# Source material
+===+

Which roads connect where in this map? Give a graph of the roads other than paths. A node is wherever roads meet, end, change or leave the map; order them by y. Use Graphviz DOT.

+===+

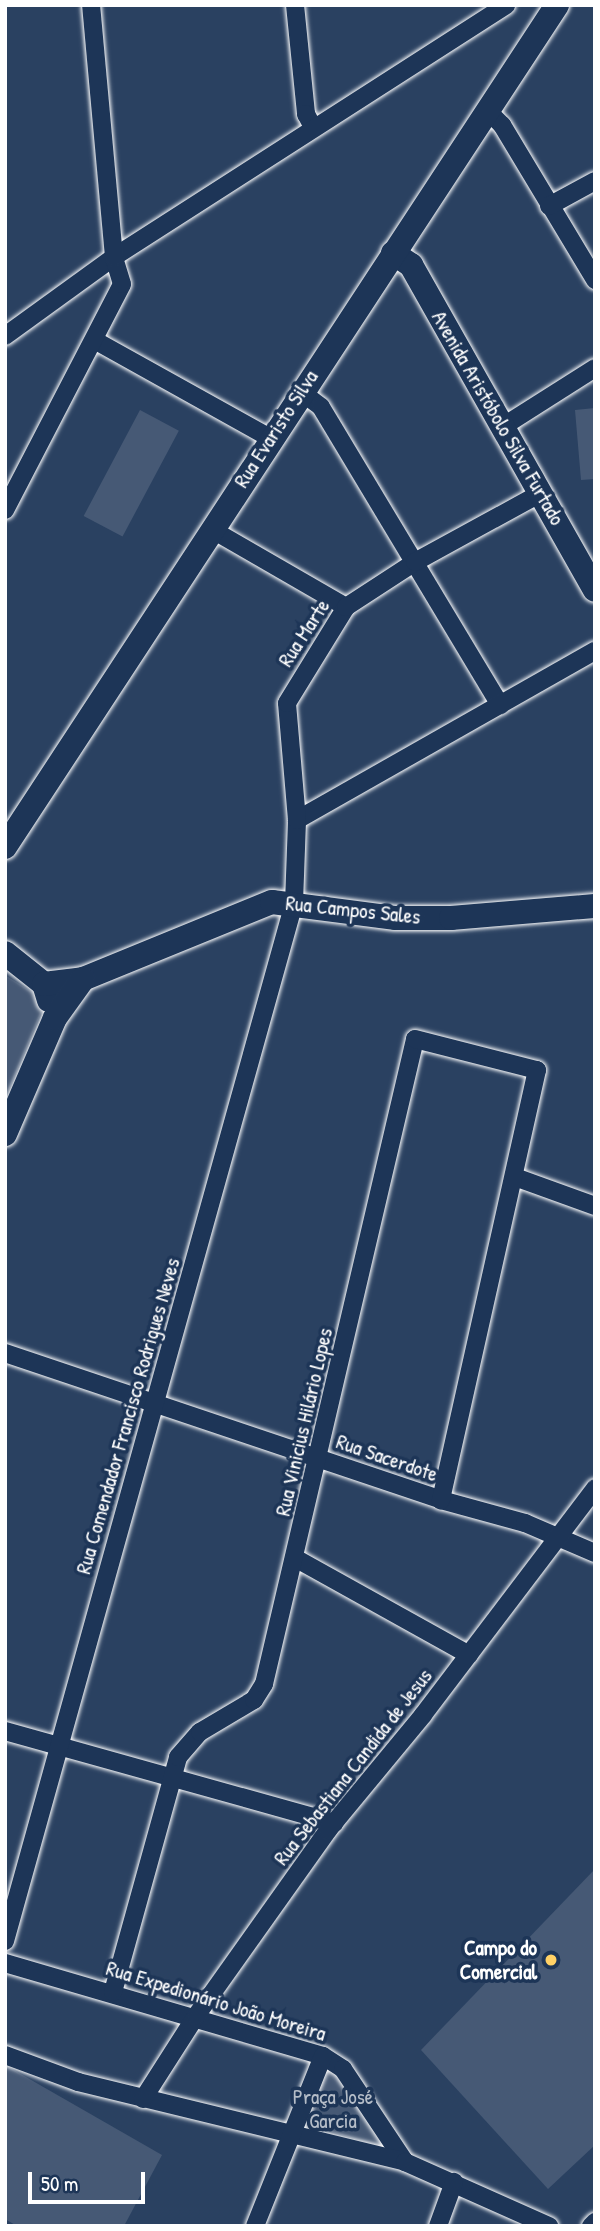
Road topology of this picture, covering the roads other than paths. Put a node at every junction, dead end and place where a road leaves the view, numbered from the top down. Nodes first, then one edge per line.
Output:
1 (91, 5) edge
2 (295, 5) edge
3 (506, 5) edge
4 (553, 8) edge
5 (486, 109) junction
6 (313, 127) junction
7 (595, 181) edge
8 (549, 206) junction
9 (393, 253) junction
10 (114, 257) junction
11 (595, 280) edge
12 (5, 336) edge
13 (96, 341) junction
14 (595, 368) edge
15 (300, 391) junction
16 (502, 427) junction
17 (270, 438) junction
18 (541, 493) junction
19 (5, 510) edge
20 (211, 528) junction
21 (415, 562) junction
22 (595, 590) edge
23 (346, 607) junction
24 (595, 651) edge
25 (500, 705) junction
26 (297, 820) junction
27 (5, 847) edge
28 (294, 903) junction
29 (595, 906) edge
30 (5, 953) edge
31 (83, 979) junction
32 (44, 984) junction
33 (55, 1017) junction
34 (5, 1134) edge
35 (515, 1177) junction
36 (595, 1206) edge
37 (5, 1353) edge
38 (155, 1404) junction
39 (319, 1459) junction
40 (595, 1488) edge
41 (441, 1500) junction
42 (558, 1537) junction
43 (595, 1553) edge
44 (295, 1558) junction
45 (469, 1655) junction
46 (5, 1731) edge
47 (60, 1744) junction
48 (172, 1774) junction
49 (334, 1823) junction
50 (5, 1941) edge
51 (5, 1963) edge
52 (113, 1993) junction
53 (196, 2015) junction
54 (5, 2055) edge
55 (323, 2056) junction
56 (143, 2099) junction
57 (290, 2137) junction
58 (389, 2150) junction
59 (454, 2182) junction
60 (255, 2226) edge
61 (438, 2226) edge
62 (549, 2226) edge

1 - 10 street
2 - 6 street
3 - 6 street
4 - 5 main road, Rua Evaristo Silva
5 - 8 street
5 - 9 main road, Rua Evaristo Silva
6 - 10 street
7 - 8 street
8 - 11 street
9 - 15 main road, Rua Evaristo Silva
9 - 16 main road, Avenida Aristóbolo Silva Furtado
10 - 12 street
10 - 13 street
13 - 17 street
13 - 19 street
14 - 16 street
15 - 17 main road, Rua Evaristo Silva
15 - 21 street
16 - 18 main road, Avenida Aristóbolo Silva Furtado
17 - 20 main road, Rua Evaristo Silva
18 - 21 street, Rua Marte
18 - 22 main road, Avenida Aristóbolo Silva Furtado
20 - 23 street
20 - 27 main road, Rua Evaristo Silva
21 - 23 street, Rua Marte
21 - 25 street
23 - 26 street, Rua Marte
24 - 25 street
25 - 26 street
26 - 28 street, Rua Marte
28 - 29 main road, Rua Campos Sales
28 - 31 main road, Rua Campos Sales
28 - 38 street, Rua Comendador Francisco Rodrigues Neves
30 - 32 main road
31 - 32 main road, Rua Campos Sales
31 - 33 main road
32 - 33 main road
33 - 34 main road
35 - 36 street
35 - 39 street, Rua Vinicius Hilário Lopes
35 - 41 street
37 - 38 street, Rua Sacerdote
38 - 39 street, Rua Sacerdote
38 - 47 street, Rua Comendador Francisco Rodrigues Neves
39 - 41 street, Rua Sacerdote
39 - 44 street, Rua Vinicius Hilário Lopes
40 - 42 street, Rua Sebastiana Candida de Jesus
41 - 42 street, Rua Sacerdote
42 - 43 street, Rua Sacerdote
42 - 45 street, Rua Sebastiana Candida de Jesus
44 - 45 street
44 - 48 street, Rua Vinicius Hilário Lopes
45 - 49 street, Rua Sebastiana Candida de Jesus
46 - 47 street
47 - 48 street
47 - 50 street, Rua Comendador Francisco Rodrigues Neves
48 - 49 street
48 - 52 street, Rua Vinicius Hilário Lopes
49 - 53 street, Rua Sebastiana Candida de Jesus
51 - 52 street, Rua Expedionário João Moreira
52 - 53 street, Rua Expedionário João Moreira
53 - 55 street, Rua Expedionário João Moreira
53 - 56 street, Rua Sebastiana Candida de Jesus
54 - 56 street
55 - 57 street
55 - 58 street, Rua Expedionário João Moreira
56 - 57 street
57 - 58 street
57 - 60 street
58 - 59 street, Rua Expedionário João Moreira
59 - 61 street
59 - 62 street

+===+

# Try it
Go through the listing above and locate each line that holds the word "roads". Copy those lines.

# The answer
Which roads connect where in this map? Give a graph of the roads other than paths. A node is wherever roads meet, end, change or leave the map; order them by y. Use Graphviz DOT.
Road topology of this picture, covering the roads other than paths. Put a node at every junction, dead end and place where a road leaves the view, numbered from the top down. Nodes first, then one edge per line.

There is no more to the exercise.